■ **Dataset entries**
——————————
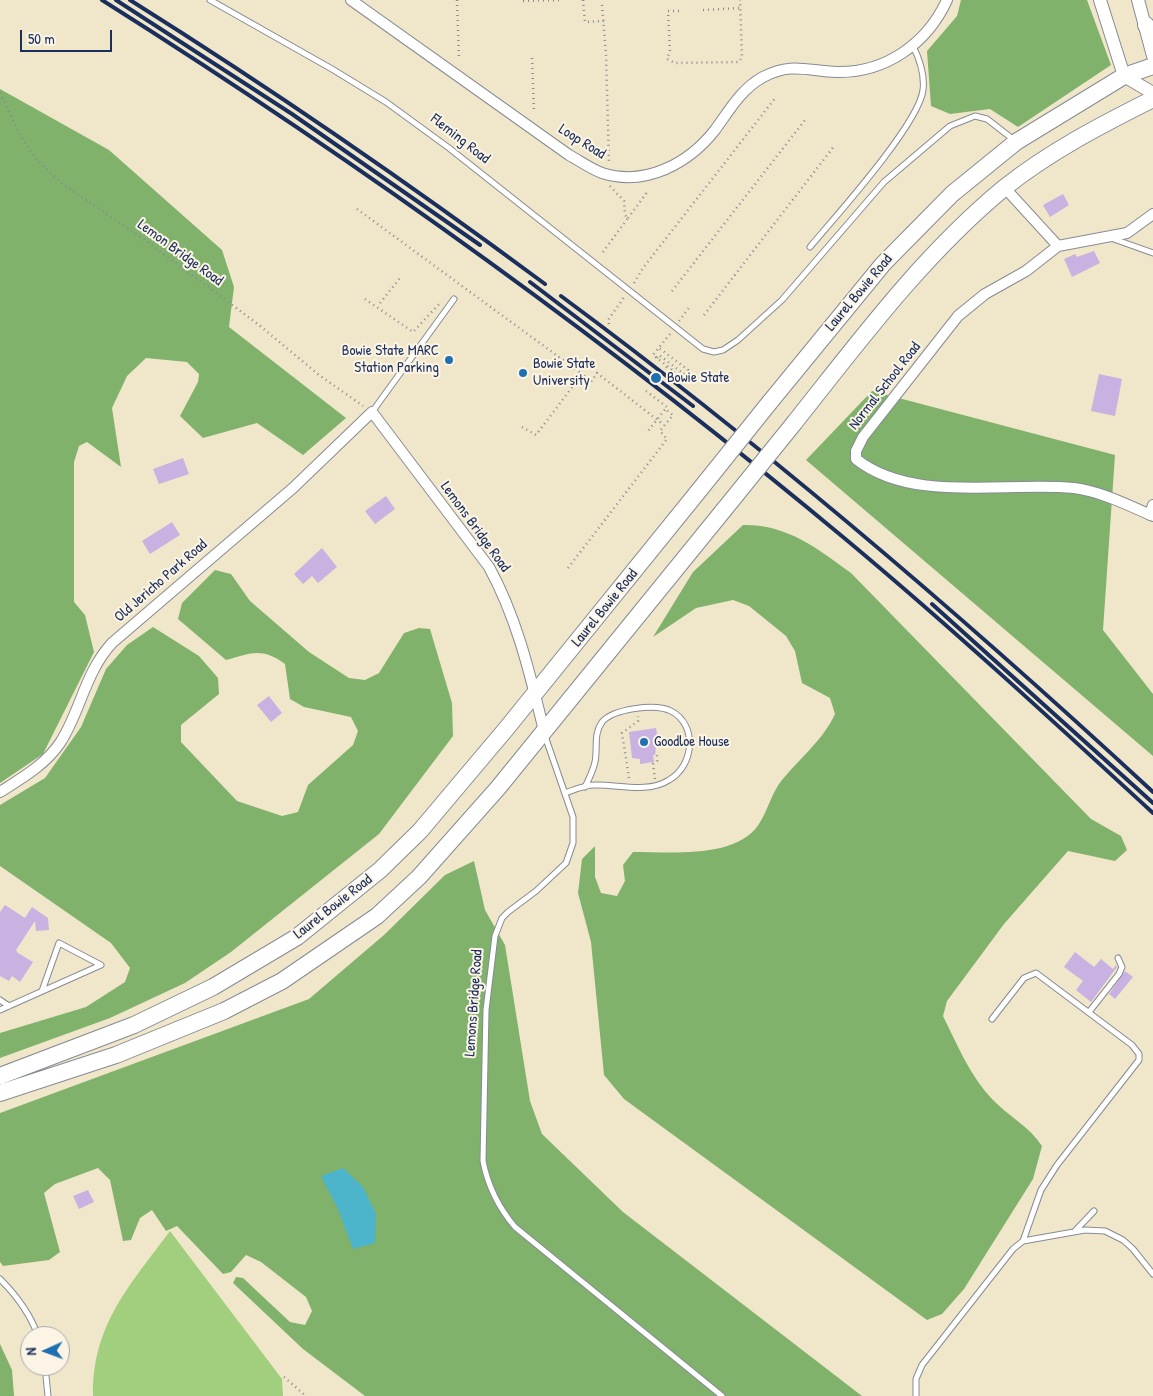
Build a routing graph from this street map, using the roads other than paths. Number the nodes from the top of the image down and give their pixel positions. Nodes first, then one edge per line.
1 (210, 0) edge
2 (351, 0) edge
3 (946, 0) edge
4 (1100, 0) edge
5 (1138, 0) edge
6 (1150, 30) edge
7 (913, 46) junction
8 (1153, 56) edge
9 (1153, 66) edge
10 (1124, 76) junction
11 (1153, 93) edge
12 (1153, 99) edge
13 (1016, 142) junction
14 (1005, 188) junction
15 (1153, 214) edge
16 (1108, 237) junction
17 (1058, 246) junction
18 (810, 247) dead end
19 (1153, 253) edge
20 (454, 299) dead end
21 (372, 412) junction
22 (1152, 512) edge
23 (535, 694) junction
24 (544, 731) junction
25 (585, 787) junction
26 (0, 792) edge
27 (565, 793) junction
28 (1118, 958) dead end
29 (42, 991) junction
30 (0, 1000) edge
31 (9, 1006) junction
32 (0, 1010) edge
33 (1089, 1012) junction
34 (992, 1019) dead end
35 (0, 1076) edge
36 (0, 1093) edge
37 (1094, 1211) dead end
38 (1075, 1232) junction
39 (1023, 1241) junction
40 (1153, 1274) edge
41 (0, 1279) edge
42 (33, 1326) edge
43 (46, 1376) edge
44 (48, 1396) edge
45 (722, 1396) edge
46 (916, 1396) edge

1 - 13 lane, Fleming Road
2 - 7 street, Loop Road
3 - 7 street, Loop Road
4 - 10 street
5 - 6 street
6 - 8 street
7 - 18 lane
9 - 10 main road, Laurel Bowie Road
10 - 11 street
10 - 13 main road, Laurel Bowie Road
12 - 14 main road, Laurel Bowie Road
13 - 23 main road, Laurel Bowie Road, bridge
14 - 17 street
14 - 24 main road, Laurel Bowie Road, bridge
15 - 16 street, Normal School Road
16 - 17 street, Normal School Road
16 - 19 lane
17 - 22 street, Normal School Road
20 - 21 lane
21 - 23 street, Lemons Bridge Road
21 - 26 street, Old Jericho Park Road
23 - 24 street, Lemons Bridge Road
23 - 35 main road, Laurel Bowie Road
24 - 27 lane, Lemons Bridge Road
24 - 36 main road, Laurel Bowie Road
25 - 25 lane
25 - 27 lane
27 - 45 lane, Lemons Bridge Road
28 - 33 lane
29 - 29 lane
29 - 31 lane
30 - 31 lane
31 - 32 lane
33 - 34 lane
33 - 39 lane
37 - 38 lane
38 - 39 lane
38 - 40 lane
39 - 46 lane
41 - 42 lane
43 - 44 lane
——————————
■ **WORK INSTRUCTION**
Scan the data for lines containing "School" and copy all of them.

■ **ANSWER BOX**
15 - 16 street, Normal School Road
16 - 17 street, Normal School Road
17 - 22 street, Normal School Road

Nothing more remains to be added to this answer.